Lasers can guide dangerous lightning strikes to a safer path, study shows

Lightning strikes are pictured during a thunderstorm  (Photo: Reuters)
Lightning strikes are pictured during a thunderstorm (Photo: Reuters)
Summary

Atop a Swiss peak, scientists used intense laser pulses to guide lightning for the first time

A laser pointed at a stormy sky can divert the paths of potentially dangerous lightning strikes, a new study shows.

Using a car-size prototype assembled atop a Swiss peak, an international group of researchers demonstrated for the first time that it was possible to use a laser to guide lightning.

The results, published Monday in the journal Nature Photonics, mark a major milestone in developing a novel lightning protection strategy—one of the most ambitious since Benjamin Franklin came up with the lightning rod.

“It is the first realization of something that we’ve been dreaming of for decades," said Matteo Clerici, a University of Glasgow physicist who wasn’t involved in the research. “The fact that they managed to do it in an outdoor environment is a very big step."

Dr. Clerici called the demonstration a “game-changer," but said the technology is still in its infancy, and that commercialization isa distant prospect requiring further investment.

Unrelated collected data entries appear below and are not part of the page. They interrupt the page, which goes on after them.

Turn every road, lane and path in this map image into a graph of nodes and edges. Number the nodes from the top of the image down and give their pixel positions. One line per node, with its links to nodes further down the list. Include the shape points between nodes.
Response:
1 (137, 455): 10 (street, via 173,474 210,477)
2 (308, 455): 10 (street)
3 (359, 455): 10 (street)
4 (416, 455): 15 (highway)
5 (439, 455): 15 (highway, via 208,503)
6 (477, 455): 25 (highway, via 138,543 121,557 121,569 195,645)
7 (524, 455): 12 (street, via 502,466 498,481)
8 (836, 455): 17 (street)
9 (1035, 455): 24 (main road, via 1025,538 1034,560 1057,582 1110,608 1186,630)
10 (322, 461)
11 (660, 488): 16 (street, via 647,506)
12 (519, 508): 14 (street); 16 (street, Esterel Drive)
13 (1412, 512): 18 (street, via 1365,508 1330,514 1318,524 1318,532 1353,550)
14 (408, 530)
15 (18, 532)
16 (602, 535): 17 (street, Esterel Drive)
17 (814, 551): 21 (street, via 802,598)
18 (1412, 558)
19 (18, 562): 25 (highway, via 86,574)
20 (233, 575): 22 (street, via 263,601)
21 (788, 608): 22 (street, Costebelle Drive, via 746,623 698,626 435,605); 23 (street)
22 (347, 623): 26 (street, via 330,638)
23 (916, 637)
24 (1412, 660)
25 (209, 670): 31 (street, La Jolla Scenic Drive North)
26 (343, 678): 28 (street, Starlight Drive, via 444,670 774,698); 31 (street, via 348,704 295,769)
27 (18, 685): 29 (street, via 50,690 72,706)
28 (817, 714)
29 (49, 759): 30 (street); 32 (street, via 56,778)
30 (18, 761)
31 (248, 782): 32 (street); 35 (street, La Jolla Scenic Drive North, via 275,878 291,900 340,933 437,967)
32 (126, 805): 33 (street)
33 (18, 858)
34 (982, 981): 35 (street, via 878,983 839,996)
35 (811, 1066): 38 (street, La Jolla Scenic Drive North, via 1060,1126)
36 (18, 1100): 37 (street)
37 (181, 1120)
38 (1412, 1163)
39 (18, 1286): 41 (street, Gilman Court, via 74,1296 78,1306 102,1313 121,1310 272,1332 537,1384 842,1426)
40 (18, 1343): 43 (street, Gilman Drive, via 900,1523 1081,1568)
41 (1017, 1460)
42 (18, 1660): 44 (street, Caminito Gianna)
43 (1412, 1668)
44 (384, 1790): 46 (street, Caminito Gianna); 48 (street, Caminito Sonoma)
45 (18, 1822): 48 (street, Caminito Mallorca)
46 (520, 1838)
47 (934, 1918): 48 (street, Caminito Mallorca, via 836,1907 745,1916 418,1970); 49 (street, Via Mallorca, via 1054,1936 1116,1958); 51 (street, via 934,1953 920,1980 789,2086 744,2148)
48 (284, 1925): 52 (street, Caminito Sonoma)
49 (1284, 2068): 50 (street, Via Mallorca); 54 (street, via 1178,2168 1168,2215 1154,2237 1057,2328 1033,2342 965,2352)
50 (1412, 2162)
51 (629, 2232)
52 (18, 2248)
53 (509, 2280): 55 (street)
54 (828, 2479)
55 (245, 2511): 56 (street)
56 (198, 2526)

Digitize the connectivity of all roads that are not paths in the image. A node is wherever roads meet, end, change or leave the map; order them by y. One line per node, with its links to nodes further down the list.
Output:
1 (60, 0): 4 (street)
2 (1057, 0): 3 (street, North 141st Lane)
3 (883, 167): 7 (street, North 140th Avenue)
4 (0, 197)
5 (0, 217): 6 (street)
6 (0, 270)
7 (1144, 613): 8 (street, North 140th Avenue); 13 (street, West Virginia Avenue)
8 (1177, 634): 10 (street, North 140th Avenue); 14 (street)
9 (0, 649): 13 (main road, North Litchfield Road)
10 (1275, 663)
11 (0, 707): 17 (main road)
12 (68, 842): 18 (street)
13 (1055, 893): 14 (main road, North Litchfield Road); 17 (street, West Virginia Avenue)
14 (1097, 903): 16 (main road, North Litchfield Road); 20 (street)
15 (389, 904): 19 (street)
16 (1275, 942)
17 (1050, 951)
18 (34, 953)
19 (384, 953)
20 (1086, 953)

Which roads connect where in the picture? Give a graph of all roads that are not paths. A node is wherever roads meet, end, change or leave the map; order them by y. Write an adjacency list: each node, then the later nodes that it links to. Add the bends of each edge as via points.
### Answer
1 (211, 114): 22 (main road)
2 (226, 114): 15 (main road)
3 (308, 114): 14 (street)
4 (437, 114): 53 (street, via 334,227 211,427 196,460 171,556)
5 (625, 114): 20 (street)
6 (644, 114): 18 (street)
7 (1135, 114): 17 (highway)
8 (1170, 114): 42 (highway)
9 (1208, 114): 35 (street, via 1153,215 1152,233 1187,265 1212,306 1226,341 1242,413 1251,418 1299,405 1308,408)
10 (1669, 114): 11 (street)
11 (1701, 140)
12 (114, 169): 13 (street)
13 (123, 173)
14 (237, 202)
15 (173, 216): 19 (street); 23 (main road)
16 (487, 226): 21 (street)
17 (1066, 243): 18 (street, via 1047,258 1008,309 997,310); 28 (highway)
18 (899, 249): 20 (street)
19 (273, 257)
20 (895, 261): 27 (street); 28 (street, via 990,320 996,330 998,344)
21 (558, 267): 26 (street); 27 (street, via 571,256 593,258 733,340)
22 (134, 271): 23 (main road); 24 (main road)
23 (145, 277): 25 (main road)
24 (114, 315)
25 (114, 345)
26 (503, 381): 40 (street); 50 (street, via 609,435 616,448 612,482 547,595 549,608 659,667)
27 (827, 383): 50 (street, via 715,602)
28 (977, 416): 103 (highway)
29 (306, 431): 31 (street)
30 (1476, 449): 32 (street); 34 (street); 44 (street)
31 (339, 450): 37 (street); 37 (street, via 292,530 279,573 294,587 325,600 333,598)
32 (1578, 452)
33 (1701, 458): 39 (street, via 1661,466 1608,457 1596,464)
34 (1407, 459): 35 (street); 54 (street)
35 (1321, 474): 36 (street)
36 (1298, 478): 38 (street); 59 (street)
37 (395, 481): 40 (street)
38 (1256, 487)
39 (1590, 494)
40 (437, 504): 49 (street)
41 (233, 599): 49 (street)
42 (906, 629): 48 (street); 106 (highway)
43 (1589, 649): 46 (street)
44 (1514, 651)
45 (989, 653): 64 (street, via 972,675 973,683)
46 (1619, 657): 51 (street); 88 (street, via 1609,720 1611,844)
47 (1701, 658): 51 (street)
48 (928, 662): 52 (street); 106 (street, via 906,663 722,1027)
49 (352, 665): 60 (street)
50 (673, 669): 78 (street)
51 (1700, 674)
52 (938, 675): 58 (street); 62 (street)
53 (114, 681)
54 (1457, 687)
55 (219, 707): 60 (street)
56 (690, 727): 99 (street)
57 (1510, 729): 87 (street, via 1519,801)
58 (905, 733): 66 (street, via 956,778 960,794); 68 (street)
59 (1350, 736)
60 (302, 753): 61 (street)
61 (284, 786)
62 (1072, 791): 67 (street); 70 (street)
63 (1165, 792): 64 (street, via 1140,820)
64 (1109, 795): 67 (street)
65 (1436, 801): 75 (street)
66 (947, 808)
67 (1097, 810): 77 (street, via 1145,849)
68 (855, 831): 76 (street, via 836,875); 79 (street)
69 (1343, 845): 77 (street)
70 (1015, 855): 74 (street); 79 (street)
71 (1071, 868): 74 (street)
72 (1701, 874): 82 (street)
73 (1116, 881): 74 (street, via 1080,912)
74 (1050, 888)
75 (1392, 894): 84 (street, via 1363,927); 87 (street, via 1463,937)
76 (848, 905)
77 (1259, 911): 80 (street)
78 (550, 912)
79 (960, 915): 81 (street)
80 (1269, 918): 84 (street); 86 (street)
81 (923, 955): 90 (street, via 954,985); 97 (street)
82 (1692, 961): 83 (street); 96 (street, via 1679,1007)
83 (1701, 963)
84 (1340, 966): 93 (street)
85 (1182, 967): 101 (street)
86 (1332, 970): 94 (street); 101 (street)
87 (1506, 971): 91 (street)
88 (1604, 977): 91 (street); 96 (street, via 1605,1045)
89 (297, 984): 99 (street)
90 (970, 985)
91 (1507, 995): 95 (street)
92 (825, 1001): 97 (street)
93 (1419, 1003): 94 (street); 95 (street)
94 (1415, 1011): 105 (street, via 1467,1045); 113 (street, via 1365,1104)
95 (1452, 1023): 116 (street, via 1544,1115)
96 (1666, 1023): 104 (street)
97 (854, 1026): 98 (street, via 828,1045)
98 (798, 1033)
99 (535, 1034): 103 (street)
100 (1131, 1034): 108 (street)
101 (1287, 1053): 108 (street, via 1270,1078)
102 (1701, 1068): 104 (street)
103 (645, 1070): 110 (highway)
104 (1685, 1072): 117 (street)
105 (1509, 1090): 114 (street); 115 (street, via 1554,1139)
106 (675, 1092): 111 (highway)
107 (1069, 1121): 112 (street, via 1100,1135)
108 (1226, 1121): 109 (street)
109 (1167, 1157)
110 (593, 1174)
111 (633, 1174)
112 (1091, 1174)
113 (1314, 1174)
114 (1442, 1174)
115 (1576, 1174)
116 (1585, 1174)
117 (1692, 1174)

The idea of trying to make a lightning rod with a laser has been around since the laser was first conceptualized more than 50 years ago, according to Aurélien Houard, a research scientist at École Polytechnique in Palaiseau, France, and a co-author of the new study. Short, high-power pulses from a laser can super heat the air, which helps the air become electrically conductive along the path of the laser.

But experiments have mostly been restricted to the laboratory, as scientists worked to divert electrical discharges over distances of several meters, rather than “guiding real lightning," Dr. Houard said. Until now, experiments in the field were unsuccessful.

Lightning, a natural discharge of electricity between clouds, the air, or the ground, can be highly destructive due to its unpredictability—causing thousands of casualties annually. Lightning also causes forest fires and power outages, as well as damages to electronic systems and infrastructure, with associated costs of billions of dollars each year, the study authors previously wrote.

Lightning can also delay rocket launches, some of which aren’t permitted if there has been a strike recently observed within 10 nautical miles of the launchpad or the flight path, according to certain National Aeronautics and Space Administration launch weather criteria.

The most common lightning protection device—often used in city skylines—remains the Franklin rod, devised by the American inventor nearly three centuries ago. These electrically conductive metallic rods can intercept lightning and help provide a path for strikes to safely follow to the ground. But such devices can only offer protection over limited areas directly abutting them, making them ineffective for more sprawling locations like airports, wind farms, power plants or rocket launchpads, said Jean-Pierre Wolf, a professor of physics at the University of Geneva and another study co-author.

“So, if you have a 10-meter-high traditional lightning rod, it protects a region with a radius of about 10 meters, which is fine for your house, but clearly not enough for an airport that is probably a few kilometers long," Dr. Wolf said. “So the idea is we replace this metallic stick with a laser that is kind of a longer, virtual rod that can be put in the direction you want, and be switched on or off at any time."

Each of the laser’s pulses can create electrically conductive channels that lightning is more likely to follow, which can guide strikes to either the ground or a traditional rod below.

“You reduce the probability of having a lightning strike that can go anywhere, basically," Dr. Wolf said. “Because you prepare a preferred path for the lightning."

For the new study, Dr. Wolf and his colleagues used a laser, built for their experiments, that could shoot 1,000 high-energy pulses per second. They situated the laser near a telecommunications tower, which has a Franklin rod affixed to it, at the summit on Säntis Mountain in northeastern Switzerland. During the research period, in the summer of 2021, they turned the laser on and directed it toward the clouds above the tower during more than six hours of thunderstorm activity that occurred within about two miles of the tower.

They observed that, when it was on, the laser diverted four lightning strikes to the rod atop the tower. One of those strikes, which the researchers photographed using two high-speed cameras, followed the laser’s path for a distance of nearly 200 feet.

The key to this demonstration’s success, according to several scientists who weren’t involved in the study, was the high frequency of the laser’s pulses. Dr. Houard said the laser shot 100 times more pulses during one second than previous attempts at similar demonstrations, which meant the technology was “100 times more likely to catch lightning" as it was forming and then guide it.

The next step for the technology, according to Dr. Clerici, is increasing the distance that the laser can guide the lightning to hundreds of meters. That is theoretically possible with a bigger, more powerful laser, Dr. Houard said, but he added that commercialization is at least 10 years away. The prototype laser used in the recent demonstration cost 2 billion euros, or roughly $2.17 billion, he said.